--- DATA Enclosed Below ---

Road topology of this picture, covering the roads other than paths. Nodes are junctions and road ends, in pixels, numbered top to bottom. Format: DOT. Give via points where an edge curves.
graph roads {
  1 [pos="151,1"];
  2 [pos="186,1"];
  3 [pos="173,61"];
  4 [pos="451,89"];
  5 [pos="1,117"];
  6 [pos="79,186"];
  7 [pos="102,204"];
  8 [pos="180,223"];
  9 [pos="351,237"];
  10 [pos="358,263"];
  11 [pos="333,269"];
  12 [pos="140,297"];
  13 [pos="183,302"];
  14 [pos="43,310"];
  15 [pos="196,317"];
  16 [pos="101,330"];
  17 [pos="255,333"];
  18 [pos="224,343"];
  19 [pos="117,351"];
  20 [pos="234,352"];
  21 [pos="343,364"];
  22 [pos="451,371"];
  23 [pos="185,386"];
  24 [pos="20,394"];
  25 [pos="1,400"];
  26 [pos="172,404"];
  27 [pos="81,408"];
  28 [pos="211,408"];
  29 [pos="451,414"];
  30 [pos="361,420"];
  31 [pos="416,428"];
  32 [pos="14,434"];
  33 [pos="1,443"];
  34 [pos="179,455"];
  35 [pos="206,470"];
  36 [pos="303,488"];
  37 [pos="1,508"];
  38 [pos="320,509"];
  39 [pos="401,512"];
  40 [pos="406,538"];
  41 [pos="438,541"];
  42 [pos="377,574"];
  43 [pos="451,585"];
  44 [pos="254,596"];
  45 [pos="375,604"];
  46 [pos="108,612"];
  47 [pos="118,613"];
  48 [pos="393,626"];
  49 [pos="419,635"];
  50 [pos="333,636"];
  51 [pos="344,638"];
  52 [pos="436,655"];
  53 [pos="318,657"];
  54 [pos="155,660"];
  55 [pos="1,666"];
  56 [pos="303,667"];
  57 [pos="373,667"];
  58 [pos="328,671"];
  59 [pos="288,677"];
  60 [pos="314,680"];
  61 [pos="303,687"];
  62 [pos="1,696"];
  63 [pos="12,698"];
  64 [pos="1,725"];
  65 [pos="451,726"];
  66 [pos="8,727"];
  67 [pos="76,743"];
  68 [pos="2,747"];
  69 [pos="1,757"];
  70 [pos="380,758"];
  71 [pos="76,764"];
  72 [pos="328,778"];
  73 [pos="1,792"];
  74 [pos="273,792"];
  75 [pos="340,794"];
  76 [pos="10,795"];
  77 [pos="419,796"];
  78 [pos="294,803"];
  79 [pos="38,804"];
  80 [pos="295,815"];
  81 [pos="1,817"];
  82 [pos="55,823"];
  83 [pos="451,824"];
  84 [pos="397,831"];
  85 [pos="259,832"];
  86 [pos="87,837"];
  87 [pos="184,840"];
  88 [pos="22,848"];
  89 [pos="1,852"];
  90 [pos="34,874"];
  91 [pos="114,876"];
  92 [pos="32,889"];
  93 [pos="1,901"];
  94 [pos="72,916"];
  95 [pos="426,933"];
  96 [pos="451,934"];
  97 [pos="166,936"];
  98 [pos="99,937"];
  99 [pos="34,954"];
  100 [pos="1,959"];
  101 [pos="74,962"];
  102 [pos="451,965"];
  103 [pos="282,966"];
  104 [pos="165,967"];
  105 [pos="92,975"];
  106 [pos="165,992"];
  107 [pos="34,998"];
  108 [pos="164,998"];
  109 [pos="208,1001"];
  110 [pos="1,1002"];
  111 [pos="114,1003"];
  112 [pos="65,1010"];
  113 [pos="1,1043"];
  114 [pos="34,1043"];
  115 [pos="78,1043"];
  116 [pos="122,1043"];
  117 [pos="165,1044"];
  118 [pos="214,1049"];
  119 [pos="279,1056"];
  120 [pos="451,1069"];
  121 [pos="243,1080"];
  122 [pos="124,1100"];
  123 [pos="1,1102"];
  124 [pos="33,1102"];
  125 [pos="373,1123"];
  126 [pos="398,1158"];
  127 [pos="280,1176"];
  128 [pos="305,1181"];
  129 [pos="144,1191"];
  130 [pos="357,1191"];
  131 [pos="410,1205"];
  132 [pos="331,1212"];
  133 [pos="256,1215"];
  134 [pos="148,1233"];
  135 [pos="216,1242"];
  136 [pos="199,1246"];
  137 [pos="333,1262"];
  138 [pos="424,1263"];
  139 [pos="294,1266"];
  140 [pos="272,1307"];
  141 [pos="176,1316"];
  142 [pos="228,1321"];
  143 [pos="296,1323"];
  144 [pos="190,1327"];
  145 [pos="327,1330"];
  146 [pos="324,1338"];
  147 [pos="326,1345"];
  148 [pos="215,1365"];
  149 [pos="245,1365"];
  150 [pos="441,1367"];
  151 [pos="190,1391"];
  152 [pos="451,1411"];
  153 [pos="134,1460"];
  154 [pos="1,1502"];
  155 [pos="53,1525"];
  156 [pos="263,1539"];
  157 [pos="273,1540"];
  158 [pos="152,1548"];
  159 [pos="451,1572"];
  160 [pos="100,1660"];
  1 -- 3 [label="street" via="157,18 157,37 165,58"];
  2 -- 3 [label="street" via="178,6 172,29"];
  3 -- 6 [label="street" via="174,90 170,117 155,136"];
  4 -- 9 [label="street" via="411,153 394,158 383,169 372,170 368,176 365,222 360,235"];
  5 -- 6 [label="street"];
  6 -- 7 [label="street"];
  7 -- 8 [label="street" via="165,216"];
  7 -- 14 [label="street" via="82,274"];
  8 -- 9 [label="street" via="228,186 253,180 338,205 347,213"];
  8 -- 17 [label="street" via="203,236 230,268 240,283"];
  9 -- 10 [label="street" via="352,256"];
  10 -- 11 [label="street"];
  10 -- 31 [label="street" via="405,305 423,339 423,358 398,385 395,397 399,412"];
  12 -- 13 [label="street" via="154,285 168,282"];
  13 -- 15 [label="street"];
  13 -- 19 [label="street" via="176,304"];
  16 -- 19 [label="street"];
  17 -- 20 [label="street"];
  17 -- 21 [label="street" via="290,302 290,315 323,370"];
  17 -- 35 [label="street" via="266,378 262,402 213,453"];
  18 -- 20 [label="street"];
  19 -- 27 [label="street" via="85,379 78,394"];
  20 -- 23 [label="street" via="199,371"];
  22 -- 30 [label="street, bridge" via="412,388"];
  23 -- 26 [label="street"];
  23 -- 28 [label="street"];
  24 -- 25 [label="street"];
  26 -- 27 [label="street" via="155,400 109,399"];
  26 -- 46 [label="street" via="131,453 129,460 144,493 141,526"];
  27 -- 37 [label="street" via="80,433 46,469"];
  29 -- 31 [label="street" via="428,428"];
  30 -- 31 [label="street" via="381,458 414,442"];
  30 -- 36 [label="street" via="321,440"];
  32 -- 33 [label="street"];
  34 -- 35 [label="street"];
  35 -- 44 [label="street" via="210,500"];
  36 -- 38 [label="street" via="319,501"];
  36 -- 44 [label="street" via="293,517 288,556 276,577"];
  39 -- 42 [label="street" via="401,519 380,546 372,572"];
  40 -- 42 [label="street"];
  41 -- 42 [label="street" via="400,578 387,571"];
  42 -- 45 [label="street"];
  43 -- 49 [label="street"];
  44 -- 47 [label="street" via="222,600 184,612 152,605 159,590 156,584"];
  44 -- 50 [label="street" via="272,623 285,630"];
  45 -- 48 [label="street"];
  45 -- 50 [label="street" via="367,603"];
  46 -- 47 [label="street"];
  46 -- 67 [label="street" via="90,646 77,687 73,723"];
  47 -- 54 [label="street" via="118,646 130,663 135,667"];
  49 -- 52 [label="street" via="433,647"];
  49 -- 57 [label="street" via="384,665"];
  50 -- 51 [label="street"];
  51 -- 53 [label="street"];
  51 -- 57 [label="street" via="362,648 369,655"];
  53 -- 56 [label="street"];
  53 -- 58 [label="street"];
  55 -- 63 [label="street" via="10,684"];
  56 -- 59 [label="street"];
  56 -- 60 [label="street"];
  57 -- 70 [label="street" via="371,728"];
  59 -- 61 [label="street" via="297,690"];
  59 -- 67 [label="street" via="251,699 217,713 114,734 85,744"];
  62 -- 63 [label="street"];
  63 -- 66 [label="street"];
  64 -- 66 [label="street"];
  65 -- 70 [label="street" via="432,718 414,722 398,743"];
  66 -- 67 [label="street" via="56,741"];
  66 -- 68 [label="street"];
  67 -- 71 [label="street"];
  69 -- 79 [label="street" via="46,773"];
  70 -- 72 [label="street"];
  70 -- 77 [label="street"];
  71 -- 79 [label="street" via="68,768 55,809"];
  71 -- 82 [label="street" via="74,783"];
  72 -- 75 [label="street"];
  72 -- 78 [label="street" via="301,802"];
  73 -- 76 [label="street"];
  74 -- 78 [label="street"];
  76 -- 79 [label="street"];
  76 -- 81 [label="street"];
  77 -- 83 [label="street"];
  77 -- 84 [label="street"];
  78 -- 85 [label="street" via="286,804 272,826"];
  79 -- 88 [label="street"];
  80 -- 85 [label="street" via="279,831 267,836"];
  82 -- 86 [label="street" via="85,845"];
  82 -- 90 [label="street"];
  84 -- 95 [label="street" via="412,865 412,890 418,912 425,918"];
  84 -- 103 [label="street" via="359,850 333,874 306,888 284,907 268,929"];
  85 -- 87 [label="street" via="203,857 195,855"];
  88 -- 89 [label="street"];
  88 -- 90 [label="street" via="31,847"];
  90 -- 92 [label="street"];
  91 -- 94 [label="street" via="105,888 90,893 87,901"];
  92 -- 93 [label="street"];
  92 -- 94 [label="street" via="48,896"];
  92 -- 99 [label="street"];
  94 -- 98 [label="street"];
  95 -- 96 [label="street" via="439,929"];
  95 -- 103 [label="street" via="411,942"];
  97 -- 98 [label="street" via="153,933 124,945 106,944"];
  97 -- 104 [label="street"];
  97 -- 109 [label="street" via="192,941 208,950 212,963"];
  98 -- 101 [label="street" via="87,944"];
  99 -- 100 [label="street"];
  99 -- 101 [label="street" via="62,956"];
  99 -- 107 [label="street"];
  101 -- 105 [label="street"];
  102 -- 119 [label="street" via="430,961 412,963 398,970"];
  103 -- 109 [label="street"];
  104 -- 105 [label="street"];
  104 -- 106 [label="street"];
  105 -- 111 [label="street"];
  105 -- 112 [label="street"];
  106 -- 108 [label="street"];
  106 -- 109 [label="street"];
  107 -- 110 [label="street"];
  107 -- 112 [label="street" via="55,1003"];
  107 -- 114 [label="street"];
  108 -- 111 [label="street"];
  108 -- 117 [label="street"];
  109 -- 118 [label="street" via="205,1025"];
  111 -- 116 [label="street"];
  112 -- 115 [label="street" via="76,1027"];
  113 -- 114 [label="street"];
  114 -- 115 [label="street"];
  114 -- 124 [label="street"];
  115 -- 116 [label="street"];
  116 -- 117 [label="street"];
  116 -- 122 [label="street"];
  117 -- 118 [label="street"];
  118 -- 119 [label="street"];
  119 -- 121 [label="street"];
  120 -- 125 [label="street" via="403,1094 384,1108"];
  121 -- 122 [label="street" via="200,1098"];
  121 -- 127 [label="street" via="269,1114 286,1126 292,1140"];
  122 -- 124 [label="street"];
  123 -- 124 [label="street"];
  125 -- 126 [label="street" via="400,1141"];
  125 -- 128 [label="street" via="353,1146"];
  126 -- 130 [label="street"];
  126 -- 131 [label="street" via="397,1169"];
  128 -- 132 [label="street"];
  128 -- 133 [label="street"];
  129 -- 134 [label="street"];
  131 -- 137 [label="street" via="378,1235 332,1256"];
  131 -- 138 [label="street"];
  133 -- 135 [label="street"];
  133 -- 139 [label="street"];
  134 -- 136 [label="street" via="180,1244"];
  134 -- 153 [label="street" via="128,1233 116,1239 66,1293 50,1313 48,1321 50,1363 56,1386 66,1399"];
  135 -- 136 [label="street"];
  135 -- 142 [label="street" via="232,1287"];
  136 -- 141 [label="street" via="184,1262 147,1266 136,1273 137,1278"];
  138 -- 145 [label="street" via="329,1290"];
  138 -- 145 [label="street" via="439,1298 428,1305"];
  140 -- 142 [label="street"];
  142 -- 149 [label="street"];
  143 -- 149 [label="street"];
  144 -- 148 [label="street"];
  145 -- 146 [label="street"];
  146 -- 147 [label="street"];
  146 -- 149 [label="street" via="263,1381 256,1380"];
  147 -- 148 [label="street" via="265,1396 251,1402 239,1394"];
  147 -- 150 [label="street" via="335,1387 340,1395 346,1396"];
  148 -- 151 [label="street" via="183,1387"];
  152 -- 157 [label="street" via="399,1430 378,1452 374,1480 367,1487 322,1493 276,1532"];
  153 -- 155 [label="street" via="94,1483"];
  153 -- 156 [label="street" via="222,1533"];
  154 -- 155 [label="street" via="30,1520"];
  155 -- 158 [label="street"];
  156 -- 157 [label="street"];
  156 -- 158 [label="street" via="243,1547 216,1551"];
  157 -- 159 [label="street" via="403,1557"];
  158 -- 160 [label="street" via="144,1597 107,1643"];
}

--- End of Enclosed DATA ---

*BRIEF*.
Go through the data, and copy each line in which the word "roads" appears.

*RESULT FOR THIS EXERCISE*.
Road topology of this picture, covering the roads other than paths. Nodes are junctions and road ends, in pixels, numbered top to bottom. Format: DOT. Give via points where an edge curves.
graph roads {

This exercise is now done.